# Problem to solve
Work out how many lines in the material beneath contain "Right". Give only that number.

━━ Supplied information

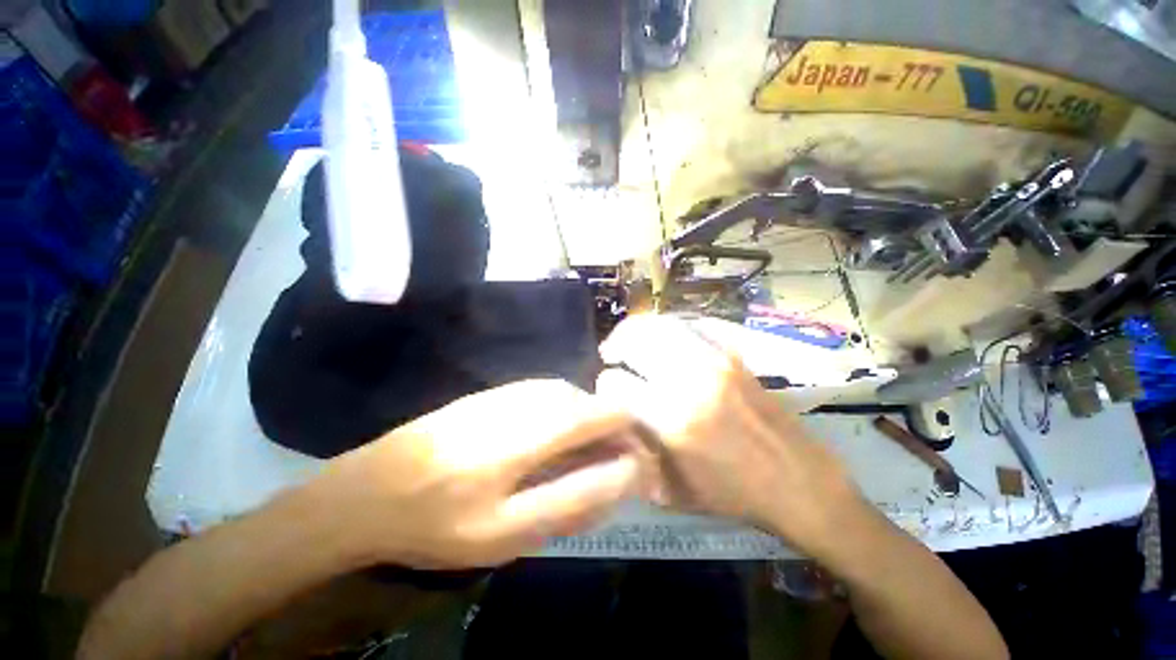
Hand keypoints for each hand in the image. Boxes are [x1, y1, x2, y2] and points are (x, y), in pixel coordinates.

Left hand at [312, 380, 643, 568]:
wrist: (366, 492)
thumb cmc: (436, 522)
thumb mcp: (507, 532)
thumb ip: (572, 499)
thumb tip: (624, 474)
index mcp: (532, 430)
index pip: (603, 412)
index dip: (628, 432)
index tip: (632, 460)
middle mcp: (525, 398)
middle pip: (588, 401)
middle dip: (607, 429)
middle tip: (603, 466)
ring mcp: (506, 392)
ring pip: (566, 394)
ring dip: (583, 419)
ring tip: (579, 455)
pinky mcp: (491, 394)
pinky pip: (542, 394)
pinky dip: (560, 412)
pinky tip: (547, 439)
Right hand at [596, 315, 862, 557]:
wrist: (797, 482)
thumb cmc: (730, 494)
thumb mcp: (668, 490)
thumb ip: (632, 449)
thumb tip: (612, 416)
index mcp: (672, 420)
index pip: (615, 382)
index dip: (604, 387)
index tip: (609, 394)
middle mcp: (691, 381)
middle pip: (634, 339)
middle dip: (615, 346)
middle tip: (611, 355)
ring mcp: (715, 361)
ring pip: (660, 324)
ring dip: (637, 329)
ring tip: (630, 340)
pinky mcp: (732, 354)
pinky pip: (689, 325)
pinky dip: (666, 327)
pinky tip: (662, 340)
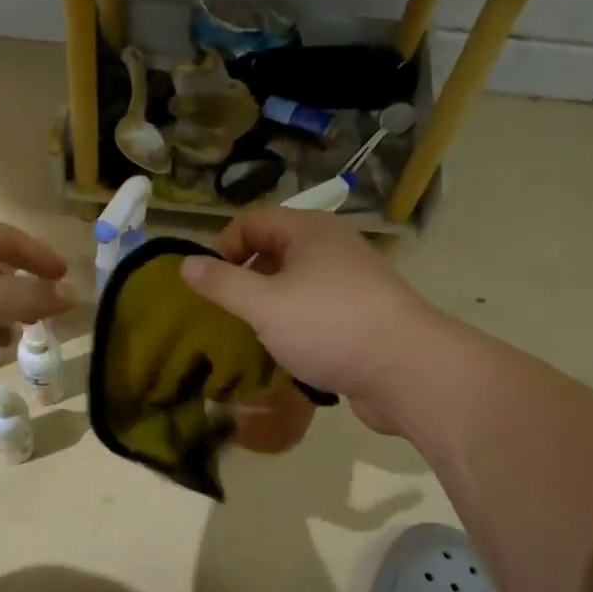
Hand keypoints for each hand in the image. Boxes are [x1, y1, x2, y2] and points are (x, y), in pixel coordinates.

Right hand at [180, 209, 443, 431]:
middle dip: (246, 278)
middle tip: (228, 314)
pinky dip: (297, 326)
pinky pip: (317, 311)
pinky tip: (289, 353)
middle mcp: (332, 248)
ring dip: (270, 306)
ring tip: (254, 336)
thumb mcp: (264, 304)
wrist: (407, 370)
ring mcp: (351, 283)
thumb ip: (222, 284)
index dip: (224, 247)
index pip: (251, 221)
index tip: (211, 286)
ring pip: (296, 284)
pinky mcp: (362, 316)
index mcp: (309, 231)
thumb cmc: (329, 326)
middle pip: (274, 250)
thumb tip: (185, 263)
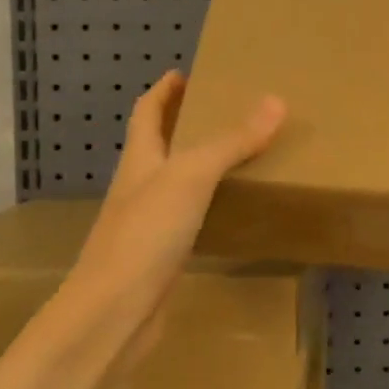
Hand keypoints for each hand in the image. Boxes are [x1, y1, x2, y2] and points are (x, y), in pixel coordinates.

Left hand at [64, 70, 285, 362]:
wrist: (113, 315)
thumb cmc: (145, 235)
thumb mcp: (191, 177)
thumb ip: (231, 141)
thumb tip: (276, 101)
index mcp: (140, 160)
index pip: (147, 112)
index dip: (164, 90)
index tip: (186, 73)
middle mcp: (140, 187)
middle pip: (161, 145)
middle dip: (188, 125)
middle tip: (231, 112)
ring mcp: (148, 224)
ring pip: (178, 184)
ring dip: (203, 166)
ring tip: (243, 155)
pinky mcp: (162, 257)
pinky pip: (190, 219)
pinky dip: (211, 207)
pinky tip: (235, 211)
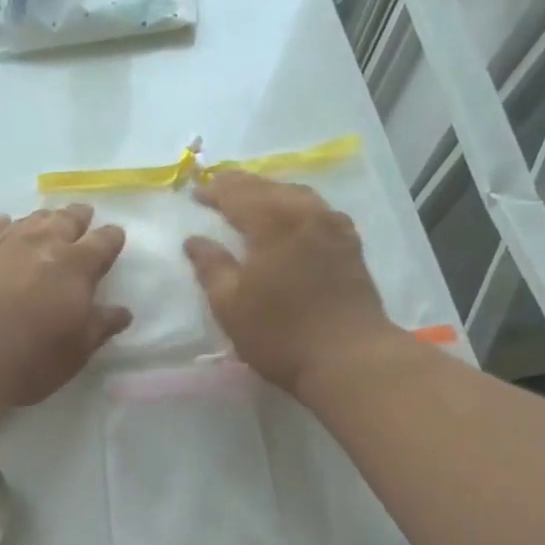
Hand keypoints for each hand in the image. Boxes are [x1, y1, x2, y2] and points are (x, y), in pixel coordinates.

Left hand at [0, 205, 131, 406]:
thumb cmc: (29, 358)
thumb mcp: (75, 351)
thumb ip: (100, 326)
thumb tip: (122, 312)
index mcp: (77, 267)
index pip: (103, 243)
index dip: (111, 239)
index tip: (115, 236)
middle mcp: (42, 245)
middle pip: (66, 220)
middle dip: (78, 217)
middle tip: (83, 214)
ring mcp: (3, 244)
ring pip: (29, 220)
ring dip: (43, 218)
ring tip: (48, 218)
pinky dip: (2, 224)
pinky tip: (3, 223)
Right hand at [184, 171, 395, 393]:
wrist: (350, 358)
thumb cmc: (280, 333)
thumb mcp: (230, 305)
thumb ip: (211, 267)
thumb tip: (194, 241)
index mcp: (273, 221)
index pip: (237, 194)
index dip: (214, 192)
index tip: (194, 194)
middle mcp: (306, 213)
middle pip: (269, 187)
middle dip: (240, 185)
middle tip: (217, 187)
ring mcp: (334, 226)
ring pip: (296, 194)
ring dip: (269, 192)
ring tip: (251, 198)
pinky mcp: (350, 245)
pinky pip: (316, 210)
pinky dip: (295, 206)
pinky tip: (291, 218)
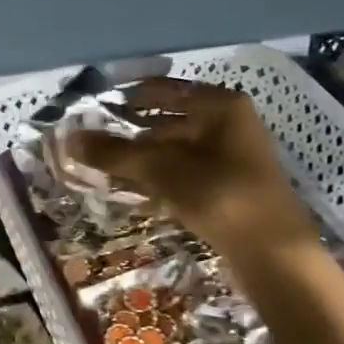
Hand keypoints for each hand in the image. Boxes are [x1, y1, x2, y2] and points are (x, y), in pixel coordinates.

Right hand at [69, 78, 314, 251]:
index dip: (126, 97)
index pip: (162, 89)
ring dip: (138, 159)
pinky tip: (128, 190)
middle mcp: (227, 123)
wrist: (274, 255)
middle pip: (166, 120)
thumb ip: (115, 153)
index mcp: (220, 105)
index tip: (92, 108)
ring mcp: (229, 156)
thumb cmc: (221, 196)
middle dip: (128, 132)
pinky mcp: (226, 186)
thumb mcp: (162, 170)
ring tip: (101, 168)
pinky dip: (156, 178)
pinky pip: (182, 173)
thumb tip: (69, 139)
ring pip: (172, 149)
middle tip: (90, 141)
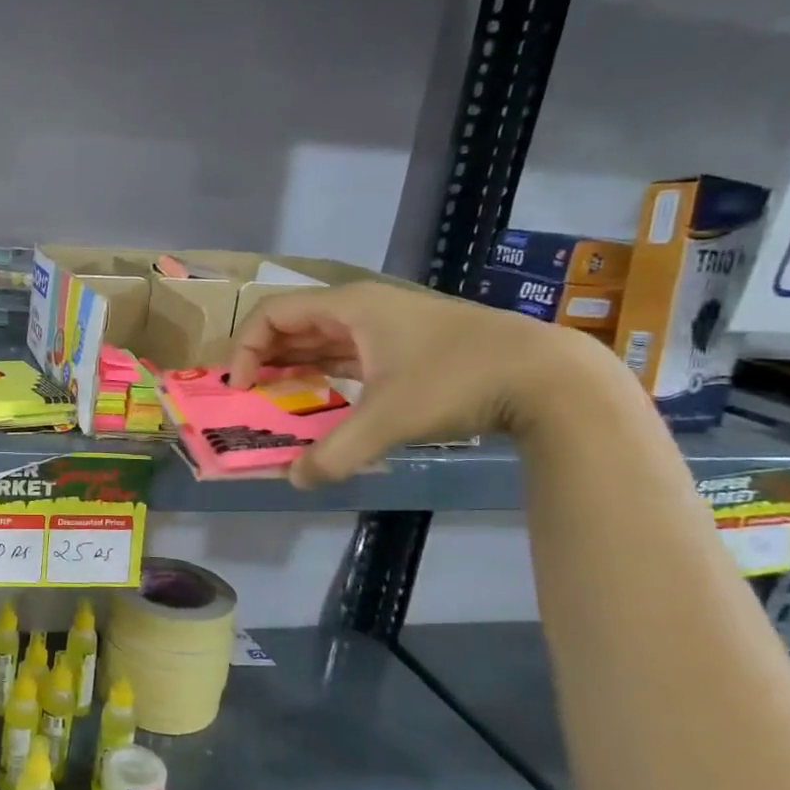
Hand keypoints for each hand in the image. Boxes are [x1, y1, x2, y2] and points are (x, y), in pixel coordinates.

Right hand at [227, 281, 636, 487]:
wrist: (548, 376)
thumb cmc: (457, 381)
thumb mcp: (389, 419)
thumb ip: (336, 452)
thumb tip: (297, 481)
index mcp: (350, 307)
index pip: (273, 313)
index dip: (246, 347)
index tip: (241, 386)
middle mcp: (363, 309)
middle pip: (293, 324)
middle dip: (264, 358)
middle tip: (249, 396)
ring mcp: (387, 326)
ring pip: (321, 339)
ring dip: (293, 365)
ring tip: (275, 400)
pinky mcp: (406, 346)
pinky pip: (346, 353)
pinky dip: (323, 372)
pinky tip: (320, 398)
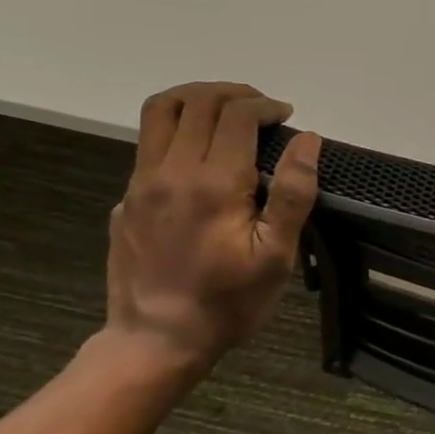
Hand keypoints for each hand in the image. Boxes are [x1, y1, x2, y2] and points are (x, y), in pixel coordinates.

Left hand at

━━━━

# Reply to the task
5